● **TRY IT**: Please return all lines from the records below that include the string "change".

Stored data
-=-=-

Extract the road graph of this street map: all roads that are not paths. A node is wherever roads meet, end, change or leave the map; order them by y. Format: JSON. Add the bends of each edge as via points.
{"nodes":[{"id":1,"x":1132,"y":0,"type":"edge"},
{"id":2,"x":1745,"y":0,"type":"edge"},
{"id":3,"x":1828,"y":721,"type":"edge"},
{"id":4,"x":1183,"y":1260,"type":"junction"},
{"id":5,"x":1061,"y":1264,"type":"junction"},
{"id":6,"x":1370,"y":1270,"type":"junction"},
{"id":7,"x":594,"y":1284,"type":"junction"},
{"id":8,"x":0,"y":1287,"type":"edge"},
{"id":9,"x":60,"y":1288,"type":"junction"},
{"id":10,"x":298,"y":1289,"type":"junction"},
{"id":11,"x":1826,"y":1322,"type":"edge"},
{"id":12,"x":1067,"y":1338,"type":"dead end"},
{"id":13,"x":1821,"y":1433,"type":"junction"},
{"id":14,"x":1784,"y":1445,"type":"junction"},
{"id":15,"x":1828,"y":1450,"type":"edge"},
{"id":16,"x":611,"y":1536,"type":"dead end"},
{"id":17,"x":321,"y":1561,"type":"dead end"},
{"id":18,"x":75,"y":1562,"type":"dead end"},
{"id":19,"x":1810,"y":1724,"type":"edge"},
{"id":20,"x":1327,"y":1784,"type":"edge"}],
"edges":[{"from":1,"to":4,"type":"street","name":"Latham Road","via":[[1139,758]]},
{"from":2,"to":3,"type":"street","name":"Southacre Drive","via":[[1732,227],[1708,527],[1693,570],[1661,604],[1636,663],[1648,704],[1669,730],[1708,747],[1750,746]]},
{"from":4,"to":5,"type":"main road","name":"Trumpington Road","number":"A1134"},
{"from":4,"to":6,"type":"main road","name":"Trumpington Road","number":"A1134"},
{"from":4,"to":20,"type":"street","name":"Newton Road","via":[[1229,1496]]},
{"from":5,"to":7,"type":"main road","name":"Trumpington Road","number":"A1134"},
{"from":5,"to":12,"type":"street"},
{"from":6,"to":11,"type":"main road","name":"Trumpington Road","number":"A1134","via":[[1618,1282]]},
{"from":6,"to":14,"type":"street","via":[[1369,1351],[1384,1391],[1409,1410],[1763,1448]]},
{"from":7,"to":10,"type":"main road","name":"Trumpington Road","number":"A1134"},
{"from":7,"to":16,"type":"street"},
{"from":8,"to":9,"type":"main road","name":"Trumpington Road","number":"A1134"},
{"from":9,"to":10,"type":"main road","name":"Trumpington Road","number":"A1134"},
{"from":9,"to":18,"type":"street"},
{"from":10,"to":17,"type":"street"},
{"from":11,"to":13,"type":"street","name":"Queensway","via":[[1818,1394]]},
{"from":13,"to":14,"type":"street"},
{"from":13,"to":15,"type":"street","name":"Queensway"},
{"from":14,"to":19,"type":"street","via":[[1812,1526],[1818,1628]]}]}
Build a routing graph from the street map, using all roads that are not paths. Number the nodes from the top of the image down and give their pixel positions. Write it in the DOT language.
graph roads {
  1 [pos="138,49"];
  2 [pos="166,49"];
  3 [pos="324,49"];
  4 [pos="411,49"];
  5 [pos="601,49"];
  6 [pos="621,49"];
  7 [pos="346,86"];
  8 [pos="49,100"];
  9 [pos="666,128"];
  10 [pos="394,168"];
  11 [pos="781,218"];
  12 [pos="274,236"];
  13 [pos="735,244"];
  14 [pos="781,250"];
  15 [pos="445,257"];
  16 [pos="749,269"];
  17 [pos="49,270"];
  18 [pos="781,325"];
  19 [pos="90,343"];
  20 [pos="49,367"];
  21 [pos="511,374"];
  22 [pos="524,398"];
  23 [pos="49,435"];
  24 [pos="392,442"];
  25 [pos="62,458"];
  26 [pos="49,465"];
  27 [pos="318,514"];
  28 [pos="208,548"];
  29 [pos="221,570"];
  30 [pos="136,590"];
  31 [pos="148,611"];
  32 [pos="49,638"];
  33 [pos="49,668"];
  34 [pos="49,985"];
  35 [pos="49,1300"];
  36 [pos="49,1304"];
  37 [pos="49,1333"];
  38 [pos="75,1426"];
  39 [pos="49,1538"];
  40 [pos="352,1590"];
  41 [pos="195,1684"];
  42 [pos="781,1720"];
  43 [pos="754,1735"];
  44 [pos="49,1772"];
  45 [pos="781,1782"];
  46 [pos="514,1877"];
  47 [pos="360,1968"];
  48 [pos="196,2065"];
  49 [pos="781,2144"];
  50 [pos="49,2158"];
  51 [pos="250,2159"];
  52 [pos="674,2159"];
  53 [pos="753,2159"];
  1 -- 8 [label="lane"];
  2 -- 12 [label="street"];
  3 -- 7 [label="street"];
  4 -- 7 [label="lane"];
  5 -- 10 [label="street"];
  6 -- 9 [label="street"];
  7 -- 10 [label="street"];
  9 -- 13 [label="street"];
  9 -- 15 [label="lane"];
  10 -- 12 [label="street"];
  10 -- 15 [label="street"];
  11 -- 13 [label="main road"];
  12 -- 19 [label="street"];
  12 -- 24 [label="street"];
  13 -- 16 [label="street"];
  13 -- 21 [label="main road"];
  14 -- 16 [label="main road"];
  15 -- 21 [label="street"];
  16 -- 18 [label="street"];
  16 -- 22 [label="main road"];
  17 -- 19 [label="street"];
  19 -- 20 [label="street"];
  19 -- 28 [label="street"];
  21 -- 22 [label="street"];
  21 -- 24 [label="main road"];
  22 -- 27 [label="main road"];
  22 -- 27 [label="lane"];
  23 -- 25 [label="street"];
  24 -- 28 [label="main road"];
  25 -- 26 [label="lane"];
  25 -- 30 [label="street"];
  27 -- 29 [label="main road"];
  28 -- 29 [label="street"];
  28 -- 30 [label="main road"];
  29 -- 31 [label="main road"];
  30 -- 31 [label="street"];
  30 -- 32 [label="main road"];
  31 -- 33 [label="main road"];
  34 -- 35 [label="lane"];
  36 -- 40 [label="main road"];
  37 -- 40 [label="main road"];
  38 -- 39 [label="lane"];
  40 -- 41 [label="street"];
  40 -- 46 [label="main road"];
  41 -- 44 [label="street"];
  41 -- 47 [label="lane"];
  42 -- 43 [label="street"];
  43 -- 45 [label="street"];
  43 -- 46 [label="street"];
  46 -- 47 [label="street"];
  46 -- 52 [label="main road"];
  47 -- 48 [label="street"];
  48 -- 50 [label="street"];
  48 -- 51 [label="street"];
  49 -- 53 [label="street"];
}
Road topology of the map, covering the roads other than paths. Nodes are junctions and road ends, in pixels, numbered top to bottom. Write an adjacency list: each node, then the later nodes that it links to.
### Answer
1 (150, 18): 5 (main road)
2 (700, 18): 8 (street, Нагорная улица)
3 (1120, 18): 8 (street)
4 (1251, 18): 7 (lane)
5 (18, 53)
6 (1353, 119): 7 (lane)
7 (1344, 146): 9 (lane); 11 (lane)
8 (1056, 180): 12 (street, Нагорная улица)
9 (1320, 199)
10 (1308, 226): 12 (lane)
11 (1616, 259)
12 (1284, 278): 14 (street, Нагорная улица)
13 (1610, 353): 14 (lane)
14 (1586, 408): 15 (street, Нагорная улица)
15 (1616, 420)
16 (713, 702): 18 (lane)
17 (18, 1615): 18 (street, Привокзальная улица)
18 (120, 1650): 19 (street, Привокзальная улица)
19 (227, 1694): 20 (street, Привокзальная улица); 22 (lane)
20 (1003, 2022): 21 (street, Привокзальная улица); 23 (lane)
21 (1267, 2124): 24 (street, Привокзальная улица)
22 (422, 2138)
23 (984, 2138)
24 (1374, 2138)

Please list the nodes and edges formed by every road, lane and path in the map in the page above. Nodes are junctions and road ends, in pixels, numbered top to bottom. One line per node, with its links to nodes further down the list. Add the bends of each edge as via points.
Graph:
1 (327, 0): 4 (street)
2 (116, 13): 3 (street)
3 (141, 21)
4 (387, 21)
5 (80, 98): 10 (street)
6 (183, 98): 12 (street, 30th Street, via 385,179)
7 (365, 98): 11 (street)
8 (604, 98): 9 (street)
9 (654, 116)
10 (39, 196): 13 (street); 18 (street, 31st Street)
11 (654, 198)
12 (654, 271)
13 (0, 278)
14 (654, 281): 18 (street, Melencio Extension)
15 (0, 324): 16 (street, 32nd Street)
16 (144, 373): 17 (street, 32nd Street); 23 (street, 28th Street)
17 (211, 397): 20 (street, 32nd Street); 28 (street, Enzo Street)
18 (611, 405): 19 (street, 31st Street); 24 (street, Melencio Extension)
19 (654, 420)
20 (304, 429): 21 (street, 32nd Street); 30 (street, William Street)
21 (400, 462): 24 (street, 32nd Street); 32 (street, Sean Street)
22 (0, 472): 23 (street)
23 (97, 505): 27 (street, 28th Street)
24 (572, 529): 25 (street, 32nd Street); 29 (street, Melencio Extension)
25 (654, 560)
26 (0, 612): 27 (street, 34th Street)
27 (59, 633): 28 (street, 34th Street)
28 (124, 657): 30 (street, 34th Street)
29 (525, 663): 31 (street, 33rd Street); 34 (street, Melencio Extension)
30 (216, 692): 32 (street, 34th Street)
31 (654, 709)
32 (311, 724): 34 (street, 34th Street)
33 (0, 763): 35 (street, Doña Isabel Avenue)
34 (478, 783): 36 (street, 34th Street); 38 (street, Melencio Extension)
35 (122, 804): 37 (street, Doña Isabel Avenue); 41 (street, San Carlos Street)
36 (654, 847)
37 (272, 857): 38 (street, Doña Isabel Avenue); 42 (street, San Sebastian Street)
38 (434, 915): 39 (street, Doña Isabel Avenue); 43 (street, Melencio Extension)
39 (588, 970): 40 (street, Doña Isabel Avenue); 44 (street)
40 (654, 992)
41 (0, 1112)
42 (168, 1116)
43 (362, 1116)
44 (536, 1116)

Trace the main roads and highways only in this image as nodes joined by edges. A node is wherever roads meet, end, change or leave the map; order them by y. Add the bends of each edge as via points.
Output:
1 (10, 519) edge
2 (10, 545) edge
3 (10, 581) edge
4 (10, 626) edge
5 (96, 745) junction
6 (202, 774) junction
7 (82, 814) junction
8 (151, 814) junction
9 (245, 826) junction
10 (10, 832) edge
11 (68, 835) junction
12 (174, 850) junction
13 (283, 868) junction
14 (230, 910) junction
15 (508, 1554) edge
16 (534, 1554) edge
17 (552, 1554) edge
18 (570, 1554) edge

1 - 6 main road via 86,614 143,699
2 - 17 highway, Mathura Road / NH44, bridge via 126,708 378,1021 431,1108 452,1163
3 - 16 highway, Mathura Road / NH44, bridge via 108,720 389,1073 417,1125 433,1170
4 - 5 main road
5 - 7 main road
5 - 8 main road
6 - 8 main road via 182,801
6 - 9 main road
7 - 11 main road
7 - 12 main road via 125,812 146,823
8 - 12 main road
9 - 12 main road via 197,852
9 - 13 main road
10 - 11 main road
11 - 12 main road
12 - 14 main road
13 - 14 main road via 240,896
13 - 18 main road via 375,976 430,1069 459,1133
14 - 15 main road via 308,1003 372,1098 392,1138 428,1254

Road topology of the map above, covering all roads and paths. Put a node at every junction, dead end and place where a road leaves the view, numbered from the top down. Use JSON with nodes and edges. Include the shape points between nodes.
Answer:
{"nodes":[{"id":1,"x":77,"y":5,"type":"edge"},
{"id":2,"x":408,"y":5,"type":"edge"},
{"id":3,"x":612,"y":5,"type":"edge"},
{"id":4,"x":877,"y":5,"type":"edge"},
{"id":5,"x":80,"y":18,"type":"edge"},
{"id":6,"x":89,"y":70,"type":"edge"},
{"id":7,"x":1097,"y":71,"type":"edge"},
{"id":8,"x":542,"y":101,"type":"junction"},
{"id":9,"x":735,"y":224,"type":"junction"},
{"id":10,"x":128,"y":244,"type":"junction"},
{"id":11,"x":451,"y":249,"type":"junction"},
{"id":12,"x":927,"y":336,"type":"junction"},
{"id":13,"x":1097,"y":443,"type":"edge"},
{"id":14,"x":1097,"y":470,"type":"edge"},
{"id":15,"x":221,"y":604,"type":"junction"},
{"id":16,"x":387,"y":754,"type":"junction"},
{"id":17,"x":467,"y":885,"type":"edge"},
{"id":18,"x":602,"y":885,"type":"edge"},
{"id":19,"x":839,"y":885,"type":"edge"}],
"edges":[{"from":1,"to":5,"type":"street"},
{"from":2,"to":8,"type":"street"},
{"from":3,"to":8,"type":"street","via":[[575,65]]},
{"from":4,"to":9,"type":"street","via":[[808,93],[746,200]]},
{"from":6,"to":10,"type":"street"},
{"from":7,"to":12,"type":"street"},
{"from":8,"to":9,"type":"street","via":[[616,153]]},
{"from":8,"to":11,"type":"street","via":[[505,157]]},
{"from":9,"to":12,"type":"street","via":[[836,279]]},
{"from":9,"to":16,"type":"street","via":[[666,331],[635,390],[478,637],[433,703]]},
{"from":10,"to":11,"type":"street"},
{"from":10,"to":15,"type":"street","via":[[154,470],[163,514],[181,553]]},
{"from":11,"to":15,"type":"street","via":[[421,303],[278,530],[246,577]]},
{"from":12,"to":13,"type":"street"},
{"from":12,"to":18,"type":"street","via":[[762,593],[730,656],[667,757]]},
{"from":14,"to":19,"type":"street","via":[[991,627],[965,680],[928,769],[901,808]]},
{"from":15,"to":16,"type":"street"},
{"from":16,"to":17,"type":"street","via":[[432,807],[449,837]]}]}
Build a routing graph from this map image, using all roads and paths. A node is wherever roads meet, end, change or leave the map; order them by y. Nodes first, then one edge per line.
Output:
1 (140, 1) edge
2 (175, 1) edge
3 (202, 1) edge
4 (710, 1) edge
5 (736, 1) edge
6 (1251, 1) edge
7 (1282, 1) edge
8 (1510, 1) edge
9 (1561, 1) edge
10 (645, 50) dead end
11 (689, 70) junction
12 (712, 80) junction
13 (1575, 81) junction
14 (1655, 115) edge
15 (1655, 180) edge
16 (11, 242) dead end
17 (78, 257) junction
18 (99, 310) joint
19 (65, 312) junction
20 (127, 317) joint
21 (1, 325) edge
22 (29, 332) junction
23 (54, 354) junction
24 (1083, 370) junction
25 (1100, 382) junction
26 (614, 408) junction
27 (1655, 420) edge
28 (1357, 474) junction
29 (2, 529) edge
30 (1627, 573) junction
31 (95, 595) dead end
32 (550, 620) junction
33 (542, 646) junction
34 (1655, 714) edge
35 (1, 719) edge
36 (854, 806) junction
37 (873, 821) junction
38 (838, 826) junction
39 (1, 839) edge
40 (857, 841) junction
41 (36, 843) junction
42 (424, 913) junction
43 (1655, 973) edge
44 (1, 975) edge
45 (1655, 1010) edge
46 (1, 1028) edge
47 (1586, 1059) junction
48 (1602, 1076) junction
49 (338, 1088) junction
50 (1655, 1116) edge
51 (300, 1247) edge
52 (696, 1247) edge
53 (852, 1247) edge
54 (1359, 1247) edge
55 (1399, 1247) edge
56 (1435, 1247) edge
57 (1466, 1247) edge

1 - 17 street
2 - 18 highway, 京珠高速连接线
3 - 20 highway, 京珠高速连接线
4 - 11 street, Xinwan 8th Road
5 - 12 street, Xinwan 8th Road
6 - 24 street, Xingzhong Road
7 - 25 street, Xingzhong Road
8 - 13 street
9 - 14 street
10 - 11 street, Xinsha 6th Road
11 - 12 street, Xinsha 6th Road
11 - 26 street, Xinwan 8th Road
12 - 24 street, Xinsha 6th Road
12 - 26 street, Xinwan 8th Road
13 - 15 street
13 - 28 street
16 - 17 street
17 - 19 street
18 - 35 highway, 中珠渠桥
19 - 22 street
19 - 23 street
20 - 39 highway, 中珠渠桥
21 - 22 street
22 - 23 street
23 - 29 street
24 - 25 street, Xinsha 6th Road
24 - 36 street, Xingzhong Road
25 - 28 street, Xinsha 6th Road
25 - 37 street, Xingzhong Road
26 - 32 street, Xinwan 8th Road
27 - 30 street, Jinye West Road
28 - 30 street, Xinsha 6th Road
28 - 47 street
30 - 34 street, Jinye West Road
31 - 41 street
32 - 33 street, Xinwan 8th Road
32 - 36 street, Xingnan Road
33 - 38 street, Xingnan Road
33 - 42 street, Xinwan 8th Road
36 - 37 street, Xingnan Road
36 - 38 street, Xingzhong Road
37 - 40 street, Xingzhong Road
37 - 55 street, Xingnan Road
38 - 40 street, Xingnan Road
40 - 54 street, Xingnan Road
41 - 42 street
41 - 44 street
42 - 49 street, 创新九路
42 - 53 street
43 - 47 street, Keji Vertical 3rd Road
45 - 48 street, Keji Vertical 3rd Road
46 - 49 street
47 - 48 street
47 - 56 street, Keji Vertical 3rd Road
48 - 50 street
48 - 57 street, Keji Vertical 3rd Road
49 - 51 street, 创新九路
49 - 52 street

-=-=-

● **REPLY**:
Extract the road graph of this street map: all roads that are not paths. A node is wherever roads meet, end, change or leave the map; order them by y. Format: JSON. Add the bends of each edge as via points.
Trace the main roads and highways only in this image as nodes joined by edges. A node is wherever roads meet, end, change or leave the map; order them by y. Add the bends of each edge as via points.
Build a routing graph from this map image, using all roads and paths. A node is wherever roads meet, end, change or leave the map; order them by y. Nodes first, then one edge per line.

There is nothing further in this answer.